Con la Biblia debajo del brazo
¡Oh mi Dios...! A mi casa se acercan cada sábado, a las 7 de la mañana, cuando yo todavía no me he levantado, pero al escuchar un taque-taque alborotado, corro abro la puerta pensando de que es alguien de mi familia que viene a darme una mala noticia, pero resulta que es un par de masculinos con una Biblia debajo del brazo y vienen a predicarme y contarme lo que hay en esa Palabra del Señor, pero a su modo y a su manera. Les he dicho que yo creo en Dios pero que no tengo filiación con ninguna religión. Me han oprimido tanto que la última vez les dije que no vuelvan y mucho menos a tocar tan temprano porque interrumpen mi sueño y mi bebida de café al levantarme, pues con ese cafecito converso con Dios y lo siento en mi alma. Pero esos “señores” no creen en eso y me gritaron “pecadora” y que al morir iría al infierno. Ja, ja, ja... Les tiré la puerta encima y casi les echo un cubo de agua fría, y si les dije una andanada de “malas palabras”.
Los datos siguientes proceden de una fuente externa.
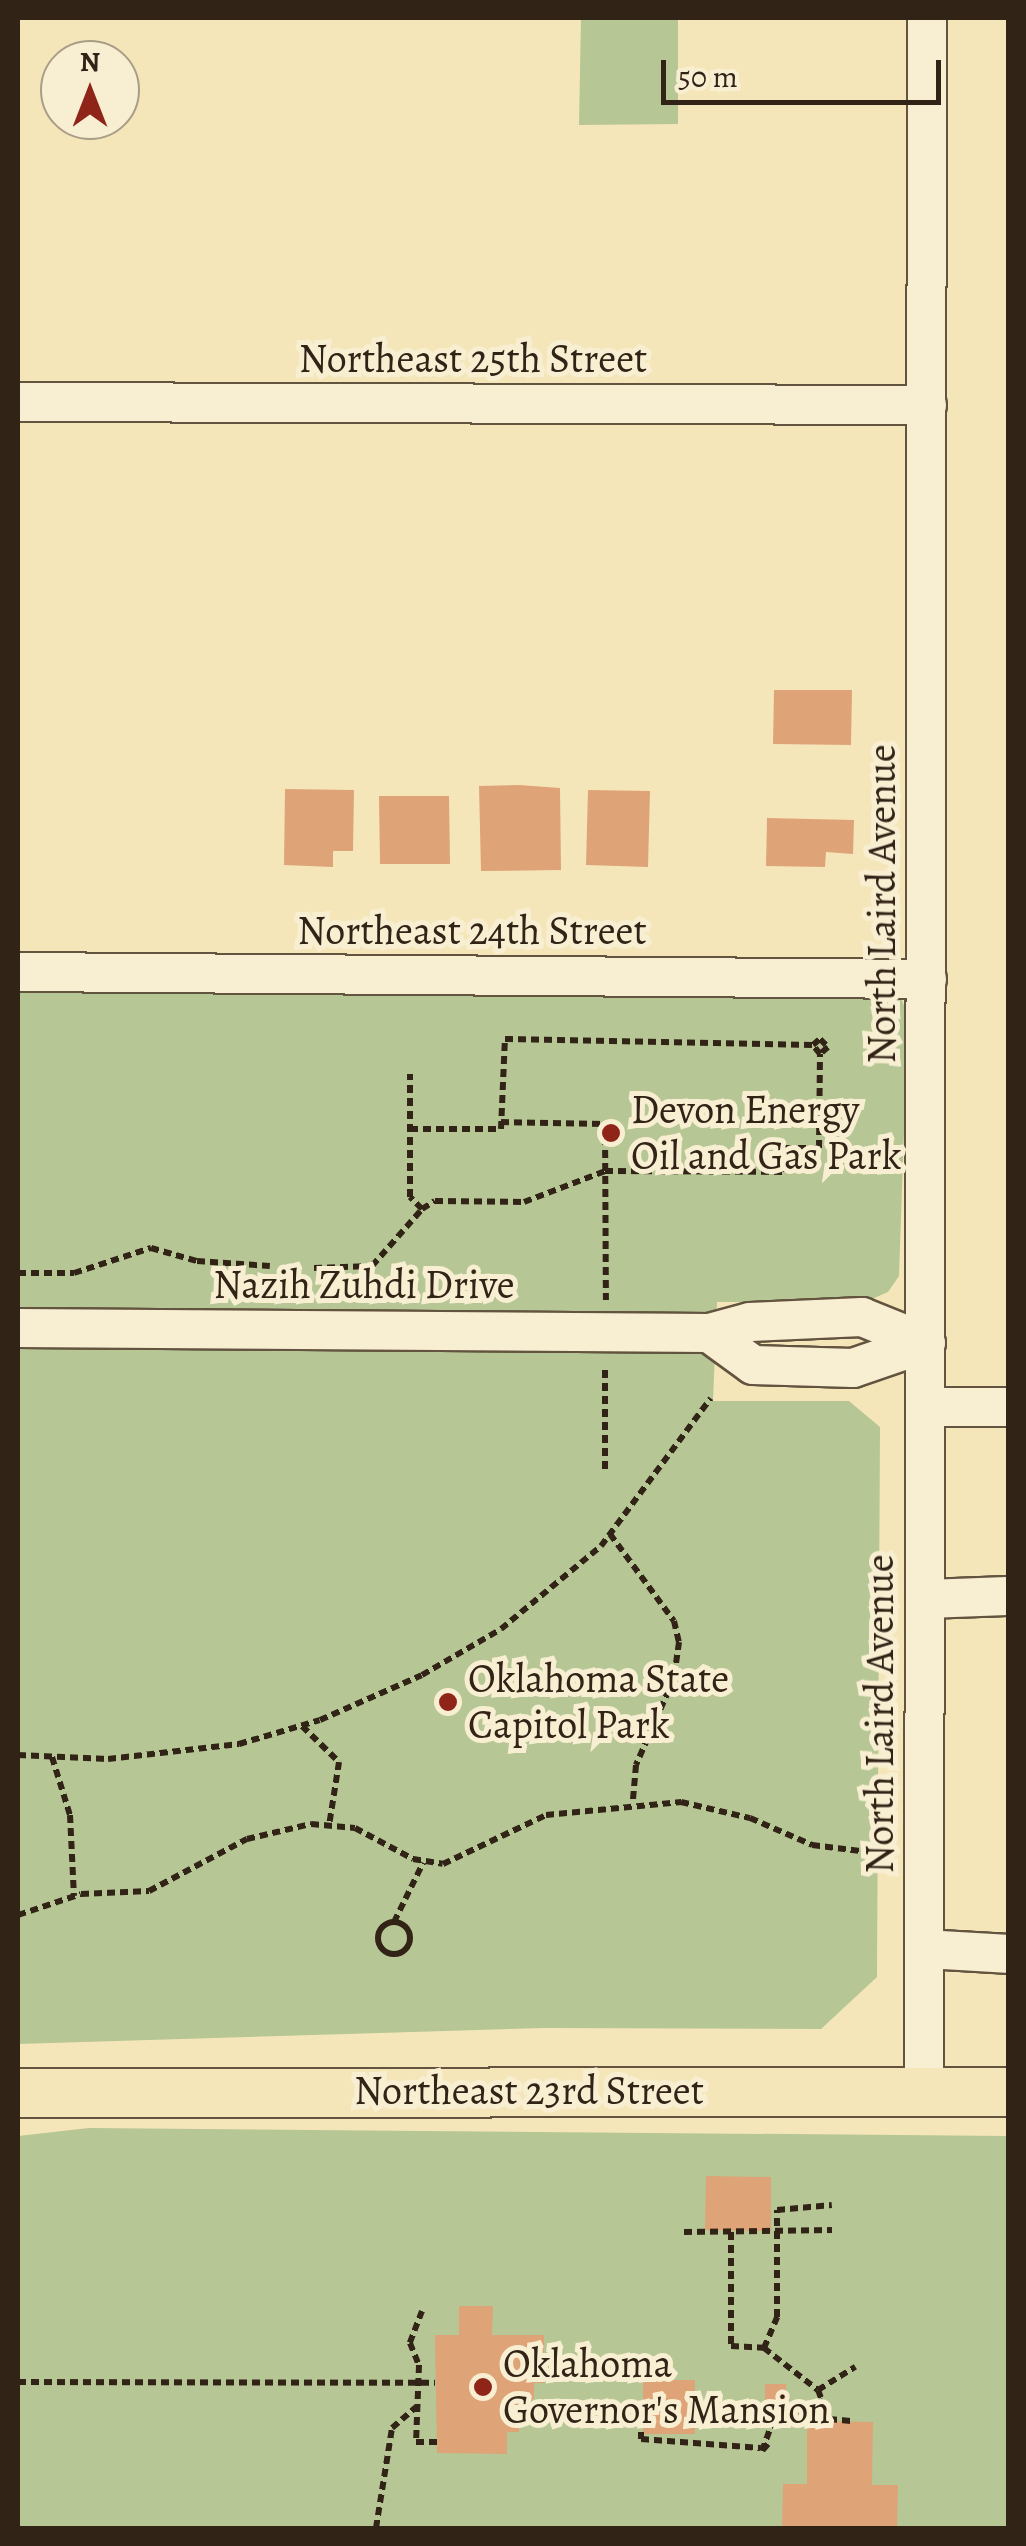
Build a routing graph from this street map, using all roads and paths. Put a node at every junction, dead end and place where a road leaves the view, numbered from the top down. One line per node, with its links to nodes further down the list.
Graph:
1 (927, 18): 3 (street, North Laird Avenue)
2 (18, 402): 3 (street, Northeast 25th Street)
3 (928, 405): 5 (street, North Laird Avenue)
4 (18, 972): 5 (street, Northeast 24th Street)
5 (927, 978): 19 (street, North Laird Avenue)
6 (812, 1045): 7 (path); 7 (path); 9 (path)
7 (820, 1054): 11 (path)
8 (410, 1074): 10 (path)
9 (502, 1122): 10 (path); 11 (path)
10 (410, 1129): 12 (path)
11 (605, 1171): 12 (path); 16 (path)
12 (422, 1208): 14 (path)
13 (270, 1266): 15 (path)
14 (314, 1268)
15 (18, 1274)
16 (606, 1300)
17 (18, 1328): 18 (street, Nazih Zuhdi Drive)
18 (709, 1334): 19 (street, Nazih Zuhdi Drive); 19 (street)
19 (926, 1344): 22 (street, North Laird Avenue)
20 (605, 1358): 24 (path)
21 (711, 1398): 25 (path)
22 (926, 1408): 23 (street); 27 (street, North Laird Avenue)
23 (1008, 1408)
24 (605, 1473)
25 (610, 1534): 28 (path); 31 (path)
26 (1008, 1596): 27 (street)
27 (926, 1599): 38 (street, North Laird Avenue)
28 (302, 1726): 30 (path); 32 (path)
29 (18, 1755): 30 (path)
30 (52, 1757): 35 (path)
31 (632, 1803): 33 (path); 34 (path)
32 (329, 1826): 34 (path); 35 (path)
33 (884, 1854)
34 (423, 1863): 37 (path)
35 (74, 1896): 36 (path)
36 (18, 1915)
37 (394, 1922): 37 (path)
38 (925, 1949): 39 (street); 40 (street, North Laird Avenue)
39 (1008, 1954)
40 (924, 2091): 41 (main road, Northeast 23rd Street); 42 (main road, Northeast 23rd Street)
41 (1008, 2092)
42 (28, 2097)
43 (832, 2206): 47 (path)
44 (832, 2230): 47 (path)
45 (684, 2232): 46 (path)
46 (731, 2232): 47 (path); 49 (path)
47 (777, 2232): 49 (path)
48 (422, 2311): 54 (path)
49 (764, 2348): 56 (path)
50 (855, 2367): 56 (path)
51 (544, 2376): 52 (path)
52 (586, 2376)
53 (18, 2382): 54 (path)
54 (418, 2383): 55 (path); 58 (path)
55 (435, 2383)
56 (818, 2390): 57 (path)
57 (823, 2401): 59 (path); 60 (path)
58 (416, 2408): 61 (path); 62 (path)
59 (641, 2419)
60 (851, 2421)
61 (437, 2442)
62 (376, 2528)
No han vuelto en muchos días y espero que ya no lo hagan. Se lo conté a un amigo sacerdote y se rió y me aplaudió. Yo pensé que me iba a decir que estaba equivocada, pero sí me dijo que al abrir la Biblia te piden dinero dizque para los pobres, lo cual no tiene nada que ver con la creencia en Dios. Además que le ha dicho a esos “carajos” que no todos tenemos que actuar como ellos predicen.
Los respeto, pero no acepto que me digan cómo debo vivir o manejarme, y que de pecados, ni ellos, ni nadie, me hable. Si me arrepiento, debería hacerlo de haber trabajado desde muy joven, de cumplir con mis obligaciones, con la educación de mi hijo que hoy es un gran trabajador, de tomar a gusto las buenas situaciones que me ha dado la vida y de darle gracias a Dios por las bondades que me da. ¿De eso debo arrepentirme? Y algo más, así les dije, que si llego a la puerta del cielo (en lo cual no creo) sé que podré hablar con San Pedro y por supuesto me dejará pasar al paraíso. No temo al fuego del infierno porque creo que eso está presente en cada país, como ahora en Orlando, donde se ha matado a cientos de personas y en un país como el nuestro donde además de haber muertes, robos, atracos, violaciones, es donde poco funciona.
Pueblo como el mocano, donde el hospital no tiene agujas ni para poner inyecciones, es el infierno. Entonces, predicar, andar con la Biblia debajo del brazo, debe tener como aspiración que cada ciudadano viva bien. Me produce pique y ganas de reír lo que han hecho conmigo.